Naviguer entre les langues, écrire
Entretien avec Fouad Laroui, auteur
Fouad Laroui navigue entre l’arabe dialectal marocain, le français, l’anglais et le néerlandais… Dans son essai Le Drame linguistique marocain, il cerne les enjeux linguistiques au Maroc, entre l’arabe classique, l’arabe dialectal, le tamazight, le français… et milite pour la reconnaissance de l’arabe dialectal marocain comme langue à part entière. Pourtant, sa langue d’écriture reste le français. Rencontre.
Vos deux livres pour enfants publiés au Maroc aux éditions Yomad, La Meilleure façon d’attraper les choses (2001) et L’Eucalyptus de Noël (2007), ont été écrits en français. Avez-vous envisagé l’éventualité d’écrire en darija (arabe dialectal) quand vous vous adressez aux jeunes lecteurs marocains ? Quels seraient les enjeux d’une telle initiative ?
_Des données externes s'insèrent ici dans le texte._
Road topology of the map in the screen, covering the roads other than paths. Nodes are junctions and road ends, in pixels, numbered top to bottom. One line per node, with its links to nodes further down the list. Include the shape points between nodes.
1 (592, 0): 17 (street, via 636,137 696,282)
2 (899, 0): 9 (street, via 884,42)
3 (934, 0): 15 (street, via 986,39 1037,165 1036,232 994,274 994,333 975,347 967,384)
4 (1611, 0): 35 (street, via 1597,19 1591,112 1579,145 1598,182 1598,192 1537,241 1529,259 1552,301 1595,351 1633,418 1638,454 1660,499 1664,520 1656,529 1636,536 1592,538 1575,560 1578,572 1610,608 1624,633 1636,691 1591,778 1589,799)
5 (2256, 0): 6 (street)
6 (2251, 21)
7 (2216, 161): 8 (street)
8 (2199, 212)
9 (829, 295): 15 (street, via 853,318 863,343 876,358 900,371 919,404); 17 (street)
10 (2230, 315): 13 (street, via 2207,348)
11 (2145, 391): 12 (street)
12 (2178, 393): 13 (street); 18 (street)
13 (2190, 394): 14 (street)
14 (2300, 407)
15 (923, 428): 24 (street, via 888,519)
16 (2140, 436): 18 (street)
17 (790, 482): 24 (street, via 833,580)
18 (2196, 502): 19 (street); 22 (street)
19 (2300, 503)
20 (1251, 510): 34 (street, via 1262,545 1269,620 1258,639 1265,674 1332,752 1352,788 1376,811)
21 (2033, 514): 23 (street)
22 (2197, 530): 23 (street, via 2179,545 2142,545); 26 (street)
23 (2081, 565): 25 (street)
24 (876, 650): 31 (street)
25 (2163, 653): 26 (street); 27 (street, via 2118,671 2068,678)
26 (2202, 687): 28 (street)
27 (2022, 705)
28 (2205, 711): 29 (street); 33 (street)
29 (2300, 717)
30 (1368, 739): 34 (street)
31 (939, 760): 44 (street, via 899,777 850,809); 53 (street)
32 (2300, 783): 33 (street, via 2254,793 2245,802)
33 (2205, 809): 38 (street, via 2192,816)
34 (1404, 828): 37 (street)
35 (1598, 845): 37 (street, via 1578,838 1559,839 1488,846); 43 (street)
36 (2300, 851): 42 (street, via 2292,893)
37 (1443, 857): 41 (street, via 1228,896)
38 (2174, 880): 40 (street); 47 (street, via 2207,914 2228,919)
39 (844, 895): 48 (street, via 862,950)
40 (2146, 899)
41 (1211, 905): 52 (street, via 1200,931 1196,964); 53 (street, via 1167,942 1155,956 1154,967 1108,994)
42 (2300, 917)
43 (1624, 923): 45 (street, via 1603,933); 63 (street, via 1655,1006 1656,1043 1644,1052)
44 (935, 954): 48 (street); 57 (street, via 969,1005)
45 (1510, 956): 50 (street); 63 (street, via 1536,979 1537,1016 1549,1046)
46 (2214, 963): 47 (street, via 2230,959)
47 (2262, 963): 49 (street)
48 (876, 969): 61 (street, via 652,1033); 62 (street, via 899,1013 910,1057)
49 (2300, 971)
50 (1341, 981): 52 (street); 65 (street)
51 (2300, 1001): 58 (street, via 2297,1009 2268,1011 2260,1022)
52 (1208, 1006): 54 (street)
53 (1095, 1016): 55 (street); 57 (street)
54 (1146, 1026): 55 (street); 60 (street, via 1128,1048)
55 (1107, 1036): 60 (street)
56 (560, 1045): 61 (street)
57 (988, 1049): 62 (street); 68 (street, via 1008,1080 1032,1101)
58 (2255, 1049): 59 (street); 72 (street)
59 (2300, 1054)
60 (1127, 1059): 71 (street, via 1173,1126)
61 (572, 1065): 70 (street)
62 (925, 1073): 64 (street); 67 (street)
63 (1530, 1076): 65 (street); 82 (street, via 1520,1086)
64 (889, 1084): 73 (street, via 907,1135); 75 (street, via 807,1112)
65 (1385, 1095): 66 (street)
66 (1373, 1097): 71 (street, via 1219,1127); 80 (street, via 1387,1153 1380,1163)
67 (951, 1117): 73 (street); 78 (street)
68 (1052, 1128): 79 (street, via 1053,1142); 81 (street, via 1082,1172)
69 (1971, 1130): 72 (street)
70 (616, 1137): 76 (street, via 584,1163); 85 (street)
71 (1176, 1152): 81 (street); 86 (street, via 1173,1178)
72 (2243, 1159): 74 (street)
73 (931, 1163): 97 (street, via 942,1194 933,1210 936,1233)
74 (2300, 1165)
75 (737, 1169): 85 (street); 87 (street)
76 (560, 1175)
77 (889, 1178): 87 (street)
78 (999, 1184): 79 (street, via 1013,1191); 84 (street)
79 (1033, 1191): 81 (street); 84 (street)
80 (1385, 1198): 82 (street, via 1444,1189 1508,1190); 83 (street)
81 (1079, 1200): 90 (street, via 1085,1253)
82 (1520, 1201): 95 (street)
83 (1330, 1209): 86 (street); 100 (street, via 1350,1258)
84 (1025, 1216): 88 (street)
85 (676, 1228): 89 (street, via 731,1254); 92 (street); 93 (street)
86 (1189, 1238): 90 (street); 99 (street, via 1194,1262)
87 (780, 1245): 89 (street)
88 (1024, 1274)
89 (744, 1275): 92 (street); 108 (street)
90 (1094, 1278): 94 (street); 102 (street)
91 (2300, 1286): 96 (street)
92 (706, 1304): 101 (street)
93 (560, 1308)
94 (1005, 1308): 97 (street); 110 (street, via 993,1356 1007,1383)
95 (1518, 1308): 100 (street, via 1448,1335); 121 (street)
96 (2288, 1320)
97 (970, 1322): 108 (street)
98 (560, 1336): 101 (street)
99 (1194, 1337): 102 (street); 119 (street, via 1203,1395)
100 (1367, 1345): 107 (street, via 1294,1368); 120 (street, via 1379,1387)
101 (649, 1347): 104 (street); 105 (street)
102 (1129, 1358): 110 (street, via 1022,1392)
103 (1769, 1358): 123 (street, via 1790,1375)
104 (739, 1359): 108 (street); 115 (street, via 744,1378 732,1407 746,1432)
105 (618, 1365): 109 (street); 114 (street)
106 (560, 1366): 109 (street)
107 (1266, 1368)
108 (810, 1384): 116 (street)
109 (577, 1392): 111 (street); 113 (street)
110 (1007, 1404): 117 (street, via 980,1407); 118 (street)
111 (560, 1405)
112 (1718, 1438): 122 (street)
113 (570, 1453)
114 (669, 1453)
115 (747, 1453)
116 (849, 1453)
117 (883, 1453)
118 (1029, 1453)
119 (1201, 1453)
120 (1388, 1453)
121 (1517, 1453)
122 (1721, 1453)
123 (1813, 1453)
Non, je n’ai jamais envisagé de les écrire en darija. Ma langue d’écriture est le français. Même s’il s’agit de livres pour enfants ou adolescents, j’essaie de faire œuvre littéraire et cela ne se fait que dans la langue dans laquelle on est le plus à l’aise. Cela dit, je serais ravi si les deux ouvrages étaient traduits en arabe dialectal.
À votre avis, le fait de proposer des livres à lire en darija pourrait-il contribuer à réhabiliter la langue maternelle des enfants marocains ? Cela aurait-il un effet sur le rapport à l’écrit de ces enfants et, par conséquent, sur l’apprentissage de l’arabe littéral à l’école ?
Tout à fait. Je vous renvoie à mon essai Le Drame linguistique marocain, dans lequel je détaille ce cheminement : rendre à la darija son statut de langue à part entière (la réhabiliter, donc) rendrait l’apprentissage de toutes les langues (y compris l’arabe littéral) plus facile. Et cela rendrait l’enseignement, en général, plus aisé.
Dans La Meilleure façon d’attraper les choses, vous écrivez : « La meilleure façon d’attraper les choses, ce sont les mots ». Vous vivez avec une multitude de langues, apprises durant l’enfance ou à l’âge adulte. Avec les mots de quelle langue attrapez-vous le mieux les choses ? Chaque langue répond-elle pour vous à un besoin particulier, correspond-elle à un registre spécifique ?
J’ai fait toutes mes études en français et partiellement en anglais (pendant l’écriture de ma thèse d’économie). C’est en français que je pense et que j’écris. Cela dit, l’arabe dialectal m’accompagne tous les jours, « j’entends » dans ma tête toute sorte d’expressions venues de l’enfance. Il faut ajouter que je vis depuis plus de vingt ans à Amsterdam et que c’est donc le néerlandais que je pratique quotidiennement. J’enseigne aussi dans cette langue, au niveau du bachelor, mais aussi en anglais au niveau de master. Ce n’est pas simple ! Mais je ne crois pas que chaque langue corresponde à un registre spécifique. Ça dépend plutôt des moments, du contexte, des gens avec qui je parle, etc.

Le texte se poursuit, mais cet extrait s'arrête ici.